Extracted entries:
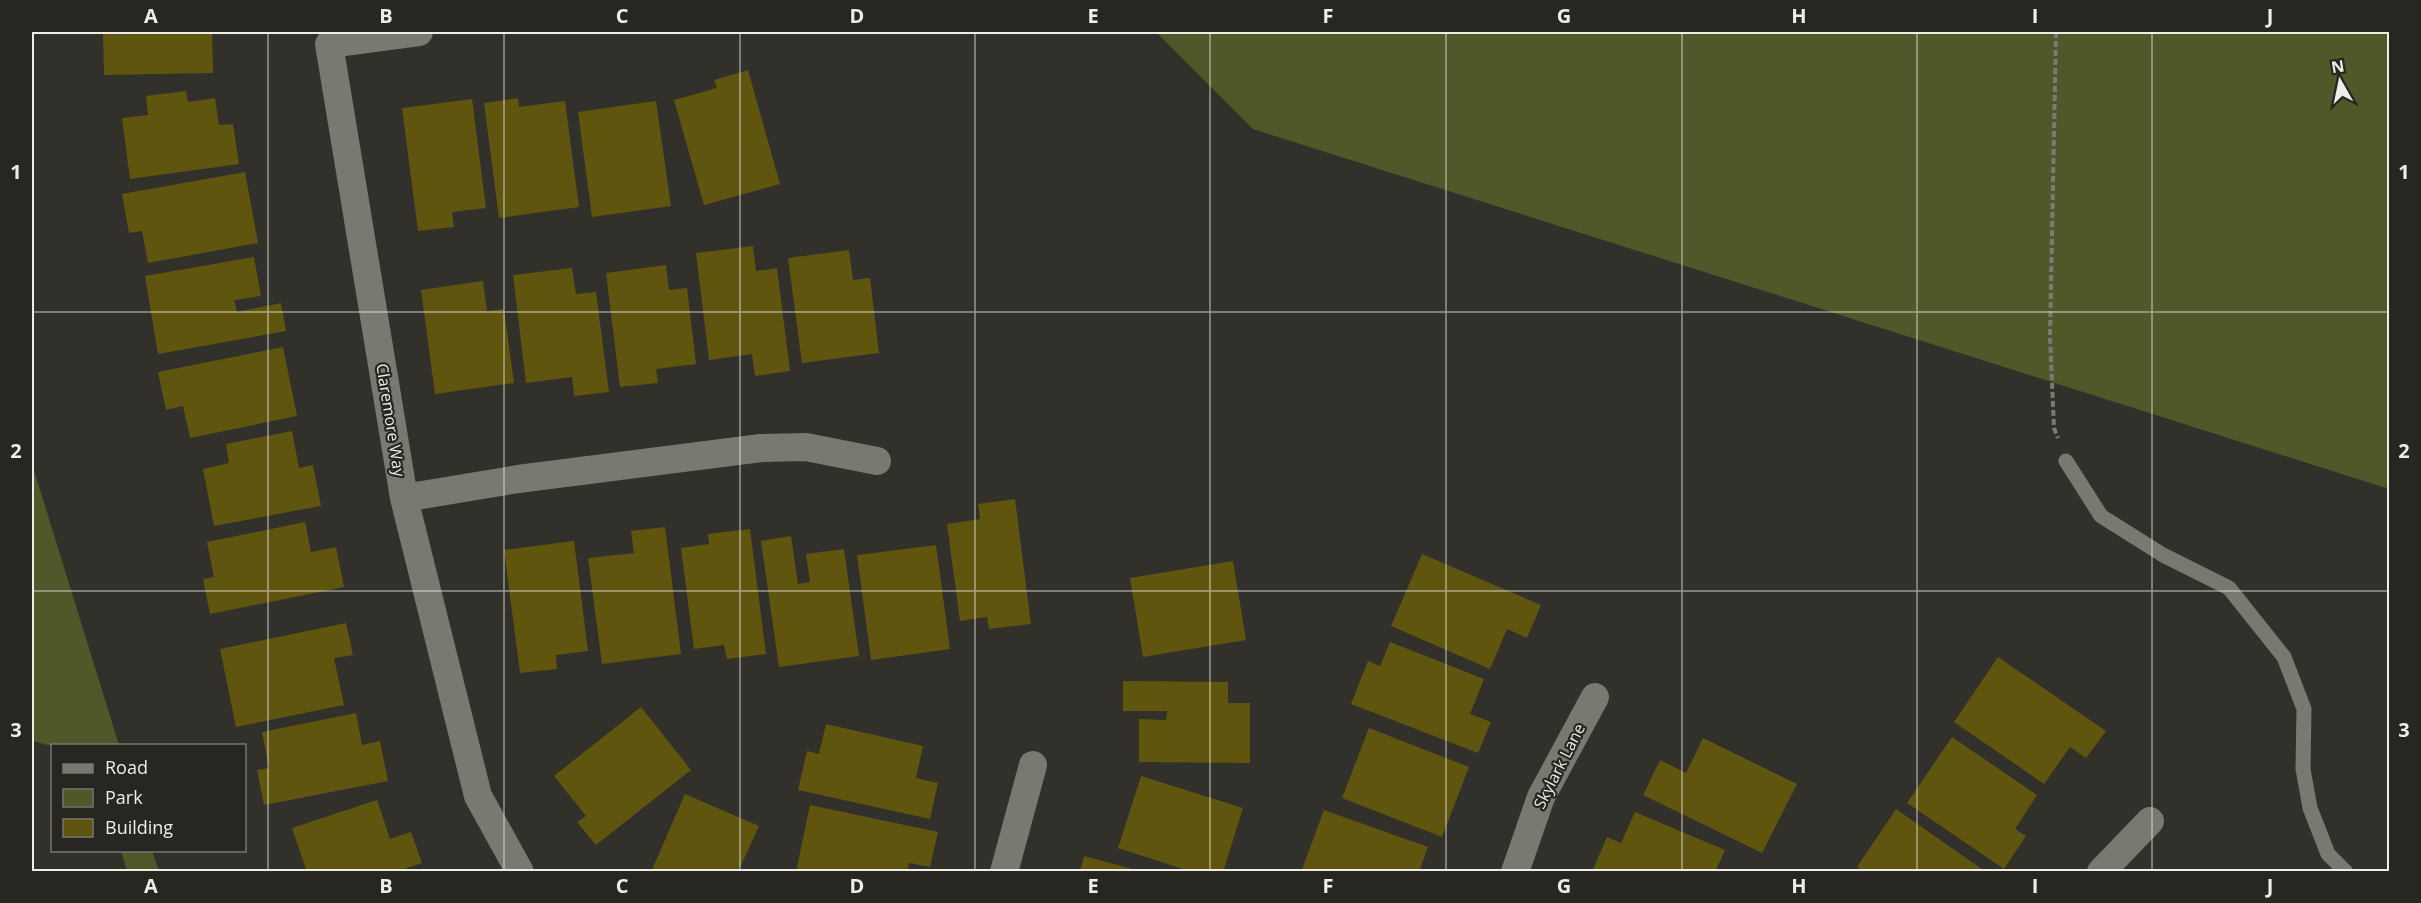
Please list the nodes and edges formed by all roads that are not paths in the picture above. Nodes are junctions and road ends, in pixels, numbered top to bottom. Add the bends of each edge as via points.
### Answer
1 (419, 32) edge
2 (877, 461) dead end
3 (2067, 461) road end
4 (404, 498) junction
5 (1595, 697) dead end
6 (1033, 765) dead end
7 (2150, 821) dead end
8 (520, 872) edge
9 (1004, 872) edge
10 (1515, 872) edge
11 (2101, 872) edge
12 (2346, 872) edge

1 - 4 street, Claremore Way via 329,44
2 - 4 street via 806,447 761,448 518,479
3 - 12 lane via 2101,516 2163,555 2229,588 2284,657 2304,709 2303,769 2310,808 2328,854
4 - 8 street, Claremore Way via 478,796
5 - 10 street, Skylark Lane via 1541,797
6 - 9 street
7 - 11 street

Your assignment: Images in the records must not be repeated; everything else should be returned exactly.

Result of the task:
Please list the nodes and edges formed by all roads that are not paths in the picture above. Nodes are junctions and road ends, in pixels, numbered top to bottom. Add the bends of each edge as via points.
### Answer
1 (419, 32) edge
2 (877, 461) dead end
3 (2067, 461) road end
4 (404, 498) junction
5 (1595, 697) dead end
6 (1033, 765) dead end
7 (2150, 821) dead end
8 (520, 872) edge
9 (1004, 872) edge
10 (1515, 872) edge
11 (2101, 872) edge
12 (2346, 872) edge

1 - 4 street, Claremore Way via 329,44
2 - 4 street via 806,447 761,448 518,479
3 - 12 lane via 2101,516 2163,555 2229,588 2284,657 2304,709 2303,769 2310,808 2328,854
4 - 8 street, Claremore Way via 478,796
5 - 10 street, Skylark Lane via 1541,797
6 - 9 street
7 - 11 street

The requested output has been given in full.